As I was walking back to the office, face still smiling from the encounter but with a noisy mind, frustrated by yet another moment that could not be included, a thought came to my mind. What if a different camera sensor could be created? One that could be stretched and bent beyond a fixed rectangle, adjusting the frame to what’s around it, rather than one that needs me to isolate fragments of the surroundings. Perhaps it wouldn’t be a single camera at all, but many. Passed between hands, shifting perspectives, accumulating realities rather than framing them. A method that required a different role for the person holding the camera. Less author and more insider. Dharavi is so vast, with people working and living on multiple levels. There is absolutely no way a single point of view could capture moments unfolding in real time.

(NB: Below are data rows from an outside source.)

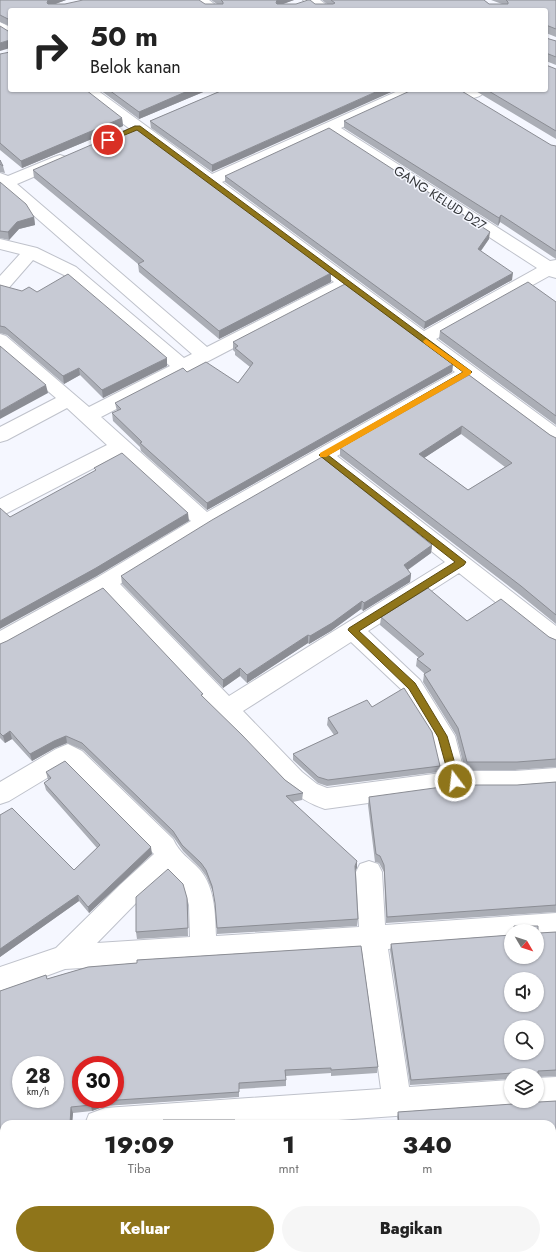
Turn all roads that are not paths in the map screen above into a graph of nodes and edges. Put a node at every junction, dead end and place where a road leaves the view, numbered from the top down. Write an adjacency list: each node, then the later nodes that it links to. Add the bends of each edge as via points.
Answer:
1 (199, 0): 3 (street)
2 (307, 1): 4 (street)
3 (212, 8)
4 (322, 8)
5 (90, 92): 10 (street)
6 (408, 92): 7 (street)
7 (330, 127): 10 (street); 13 (street, GANG KELUD D27)
8 (72, 155): 9 (street)
9 (3, 180): 18 (street)
10 (210, 181): 14 (street)
11 (0, 244): 12 (street)
12 (31, 252): 15 (street); 19 (street, via 70,271)
13 (554, 269): 16 (street)
14 (347, 282): 16 (street); 18 (street)
15 (0, 287)
16 (423, 339): 20 (street)
17 (0, 340): 21 (street)
18 (206, 356): 19 (street)
19 (184, 367): 22 (street)
20 (469, 372): 24 (street); 26 (street)
21 (69, 399): 22 (street); 23 (street)
22 (87, 416): 25 (street)
23 (0, 435)
24 (556, 437)
25 (121, 446): 27 (street); 28 (street)
26 (323, 455): 28 (street); 29 (street)
27 (0, 508)
28 (205, 522): 30 (street)
29 (461, 562): 31 (street); 32 (street)
30 (106, 582): 33 (street); 34 (street)
31 (353, 630): 34 (street); 36 (street, via 412,686 443,736)
32 (556, 638)
33 (0, 641)
34 (227, 709): 36 (street, via 294,780 308,791 325,799)
35 (556, 778): 36 (street)
36 (455, 781)
37 (0, 794): 38 (street, via 68,754 164,847)
38 (167, 856): 42 (street, via 194,881 200,895); 43 (street, via 161,865)
39 (369, 872): 41 (street)
40 (556, 925): 41 (street)
41 (373, 938): 42 (street); 48 (street)
42 (203, 949): 43 (street)
43 (65, 957): 44 (street)
44 (0, 980)
45 (556, 1091): 46 (street)
46 (544, 1092)
47 (504, 1094): 48 (street)
48 (397, 1102): 49 (street)
49 (331, 1115): 50 (street)
50 (170, 1120)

But although there is no doubt it’s possible, especially in Dharavi, such a process moves on a human-timeframe, and I have seen what happens when time runs out. While documenting Euljiro, a neighborhood in Seoul, before its demolition, I watched how quickly a place can disappear. Dharavi does not exist outside of that reality. If this kind of collective approach takes time, it is unfolding alongside forces that do not wait.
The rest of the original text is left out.